## DIRECTIONS FOR THIS TASK
Go through the listing beneath and show each line containing the string "Turner".
....
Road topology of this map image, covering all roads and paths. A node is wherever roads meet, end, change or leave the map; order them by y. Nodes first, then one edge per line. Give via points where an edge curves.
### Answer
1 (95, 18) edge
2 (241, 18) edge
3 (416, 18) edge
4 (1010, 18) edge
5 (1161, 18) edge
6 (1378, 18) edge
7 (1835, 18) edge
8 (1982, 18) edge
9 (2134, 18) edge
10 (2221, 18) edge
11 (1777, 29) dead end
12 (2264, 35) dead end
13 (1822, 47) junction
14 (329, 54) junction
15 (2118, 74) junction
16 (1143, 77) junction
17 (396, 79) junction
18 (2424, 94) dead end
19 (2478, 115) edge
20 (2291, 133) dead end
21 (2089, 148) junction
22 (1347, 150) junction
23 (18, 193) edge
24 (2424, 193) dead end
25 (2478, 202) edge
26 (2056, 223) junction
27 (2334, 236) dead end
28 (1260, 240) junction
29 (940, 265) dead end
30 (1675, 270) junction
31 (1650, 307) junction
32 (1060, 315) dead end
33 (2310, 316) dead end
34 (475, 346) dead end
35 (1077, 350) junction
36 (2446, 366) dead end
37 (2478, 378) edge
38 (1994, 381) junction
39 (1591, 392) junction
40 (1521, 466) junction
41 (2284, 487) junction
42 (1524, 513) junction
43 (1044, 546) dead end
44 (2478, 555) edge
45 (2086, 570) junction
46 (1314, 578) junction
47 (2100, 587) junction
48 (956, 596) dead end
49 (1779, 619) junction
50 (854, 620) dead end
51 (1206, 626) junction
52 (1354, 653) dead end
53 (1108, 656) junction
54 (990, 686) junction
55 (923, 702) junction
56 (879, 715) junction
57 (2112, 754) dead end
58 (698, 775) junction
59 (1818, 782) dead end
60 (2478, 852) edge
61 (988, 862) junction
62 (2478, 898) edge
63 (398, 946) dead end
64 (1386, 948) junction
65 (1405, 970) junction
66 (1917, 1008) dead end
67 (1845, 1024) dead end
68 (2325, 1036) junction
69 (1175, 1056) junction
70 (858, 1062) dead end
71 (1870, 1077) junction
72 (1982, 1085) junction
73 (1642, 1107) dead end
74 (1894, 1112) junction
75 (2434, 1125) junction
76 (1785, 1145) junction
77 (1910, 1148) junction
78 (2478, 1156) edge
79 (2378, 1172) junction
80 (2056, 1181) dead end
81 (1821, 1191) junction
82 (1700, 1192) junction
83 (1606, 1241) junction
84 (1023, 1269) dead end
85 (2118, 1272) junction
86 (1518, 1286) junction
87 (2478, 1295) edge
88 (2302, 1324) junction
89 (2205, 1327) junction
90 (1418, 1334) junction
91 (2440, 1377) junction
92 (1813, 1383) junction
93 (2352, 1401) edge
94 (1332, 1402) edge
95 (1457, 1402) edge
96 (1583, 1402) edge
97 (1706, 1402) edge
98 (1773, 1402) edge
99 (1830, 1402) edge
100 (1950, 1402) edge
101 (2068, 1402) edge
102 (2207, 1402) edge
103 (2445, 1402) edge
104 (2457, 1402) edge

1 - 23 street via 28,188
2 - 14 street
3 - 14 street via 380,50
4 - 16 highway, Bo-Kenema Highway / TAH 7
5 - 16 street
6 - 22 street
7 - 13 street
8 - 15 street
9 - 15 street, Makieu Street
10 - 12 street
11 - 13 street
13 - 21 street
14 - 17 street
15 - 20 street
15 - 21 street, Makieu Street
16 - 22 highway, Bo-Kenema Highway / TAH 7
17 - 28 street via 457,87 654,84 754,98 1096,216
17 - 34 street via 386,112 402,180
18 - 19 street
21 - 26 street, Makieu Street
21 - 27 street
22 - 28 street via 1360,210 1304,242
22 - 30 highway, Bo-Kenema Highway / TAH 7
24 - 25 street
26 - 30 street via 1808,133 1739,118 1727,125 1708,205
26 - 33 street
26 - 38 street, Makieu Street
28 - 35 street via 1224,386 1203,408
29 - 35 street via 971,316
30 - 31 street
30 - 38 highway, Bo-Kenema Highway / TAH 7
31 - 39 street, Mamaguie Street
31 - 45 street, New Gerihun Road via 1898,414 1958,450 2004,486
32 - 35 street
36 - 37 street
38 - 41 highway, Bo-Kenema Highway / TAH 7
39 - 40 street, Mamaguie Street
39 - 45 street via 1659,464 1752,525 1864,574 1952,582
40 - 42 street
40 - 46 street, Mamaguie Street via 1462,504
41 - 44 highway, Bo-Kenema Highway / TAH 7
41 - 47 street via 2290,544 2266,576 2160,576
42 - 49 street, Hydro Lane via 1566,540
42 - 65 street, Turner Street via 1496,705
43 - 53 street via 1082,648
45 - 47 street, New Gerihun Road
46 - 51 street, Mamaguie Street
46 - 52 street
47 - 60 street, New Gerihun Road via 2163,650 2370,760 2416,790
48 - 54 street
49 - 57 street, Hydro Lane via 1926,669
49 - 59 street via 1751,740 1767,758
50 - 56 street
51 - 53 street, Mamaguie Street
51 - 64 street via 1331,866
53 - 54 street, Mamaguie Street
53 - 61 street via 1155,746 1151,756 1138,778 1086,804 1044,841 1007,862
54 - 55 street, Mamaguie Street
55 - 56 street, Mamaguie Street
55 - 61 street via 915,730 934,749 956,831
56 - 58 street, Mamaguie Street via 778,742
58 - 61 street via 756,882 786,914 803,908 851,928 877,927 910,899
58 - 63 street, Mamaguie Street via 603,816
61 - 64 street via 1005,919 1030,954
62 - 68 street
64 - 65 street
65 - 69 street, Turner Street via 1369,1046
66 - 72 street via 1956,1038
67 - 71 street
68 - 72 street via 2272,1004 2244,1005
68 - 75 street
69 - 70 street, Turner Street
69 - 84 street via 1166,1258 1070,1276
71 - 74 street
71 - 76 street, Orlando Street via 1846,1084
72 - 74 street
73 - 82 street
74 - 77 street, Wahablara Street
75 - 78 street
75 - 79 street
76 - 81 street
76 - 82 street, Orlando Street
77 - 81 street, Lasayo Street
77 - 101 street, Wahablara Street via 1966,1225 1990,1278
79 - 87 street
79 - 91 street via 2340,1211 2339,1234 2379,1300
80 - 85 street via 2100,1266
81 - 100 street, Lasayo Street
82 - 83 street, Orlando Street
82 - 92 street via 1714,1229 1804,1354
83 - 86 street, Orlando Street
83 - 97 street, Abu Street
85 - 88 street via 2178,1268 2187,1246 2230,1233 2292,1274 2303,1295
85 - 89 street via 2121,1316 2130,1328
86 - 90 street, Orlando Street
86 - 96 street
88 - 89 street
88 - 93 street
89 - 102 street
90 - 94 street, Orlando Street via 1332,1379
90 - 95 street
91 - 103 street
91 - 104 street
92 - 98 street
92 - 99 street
....
## THE COMPLETED TASK
42 - 65 street, Turner Street via 1496,705
65 - 69 street, Turner Street via 1369,1046
69 - 70 street, Turner Street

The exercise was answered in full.